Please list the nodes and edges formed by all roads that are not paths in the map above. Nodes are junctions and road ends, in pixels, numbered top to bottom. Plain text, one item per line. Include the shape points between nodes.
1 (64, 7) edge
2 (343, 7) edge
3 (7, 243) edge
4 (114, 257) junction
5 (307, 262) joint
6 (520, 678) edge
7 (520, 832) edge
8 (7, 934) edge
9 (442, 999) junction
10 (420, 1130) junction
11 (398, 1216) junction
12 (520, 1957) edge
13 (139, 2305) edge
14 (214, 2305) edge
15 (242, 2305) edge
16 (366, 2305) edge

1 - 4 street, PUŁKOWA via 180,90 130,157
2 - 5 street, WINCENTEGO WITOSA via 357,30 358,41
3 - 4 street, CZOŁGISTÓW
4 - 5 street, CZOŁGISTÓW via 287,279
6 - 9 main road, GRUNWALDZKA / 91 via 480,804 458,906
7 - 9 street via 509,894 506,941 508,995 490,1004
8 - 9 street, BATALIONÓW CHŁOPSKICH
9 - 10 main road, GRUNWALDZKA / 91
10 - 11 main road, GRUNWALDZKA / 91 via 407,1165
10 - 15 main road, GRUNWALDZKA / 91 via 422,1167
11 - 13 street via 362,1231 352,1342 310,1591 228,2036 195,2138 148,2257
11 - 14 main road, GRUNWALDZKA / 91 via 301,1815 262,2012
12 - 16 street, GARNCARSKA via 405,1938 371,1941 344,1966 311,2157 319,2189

#### INSTRUCTIONS FOR THE TASK
Write the material above out once more, exactly as it stands.

#### RESPONSE FOR THIS EXERCISE
Please list the nodes and edges formed by all roads that are not paths in the map above. Nodes are junctions and road ends, in pixels, numbered top to bottom. Plain text, one item per line. Include the shape points between nodes.
1 (64, 7) edge
2 (343, 7) edge
3 (7, 243) edge
4 (114, 257) junction
5 (307, 262) joint
6 (520, 678) edge
7 (520, 832) edge
8 (7, 934) edge
9 (442, 999) junction
10 (420, 1130) junction
11 (398, 1216) junction
12 (520, 1957) edge
13 (139, 2305) edge
14 (214, 2305) edge
15 (242, 2305) edge
16 (366, 2305) edge

1 - 4 street, PUŁKOWA via 180,90 130,157
2 - 5 street, WINCENTEGO WITOSA via 357,30 358,41
3 - 4 street, CZOŁGISTÓW
4 - 5 street, CZOŁGISTÓW via 287,279
6 - 9 main road, GRUNWALDZKA / 91 via 480,804 458,906
7 - 9 street via 509,894 506,941 508,995 490,1004
8 - 9 street, BATALIONÓW CHŁOPSKICH
9 - 10 main road, GRUNWALDZKA / 91
10 - 11 main road, GRUNWALDZKA / 91 via 407,1165
10 - 15 main road, GRUNWALDZKA / 91 via 422,1167
11 - 13 street via 362,1231 352,1342 310,1591 228,2036 195,2138 148,2257
11 - 14 main road, GRUNWALDZKA / 91 via 301,1815 262,2012
12 - 16 street, GARNCARSKA via 405,1938 371,1941 344,1966 311,2157 319,2189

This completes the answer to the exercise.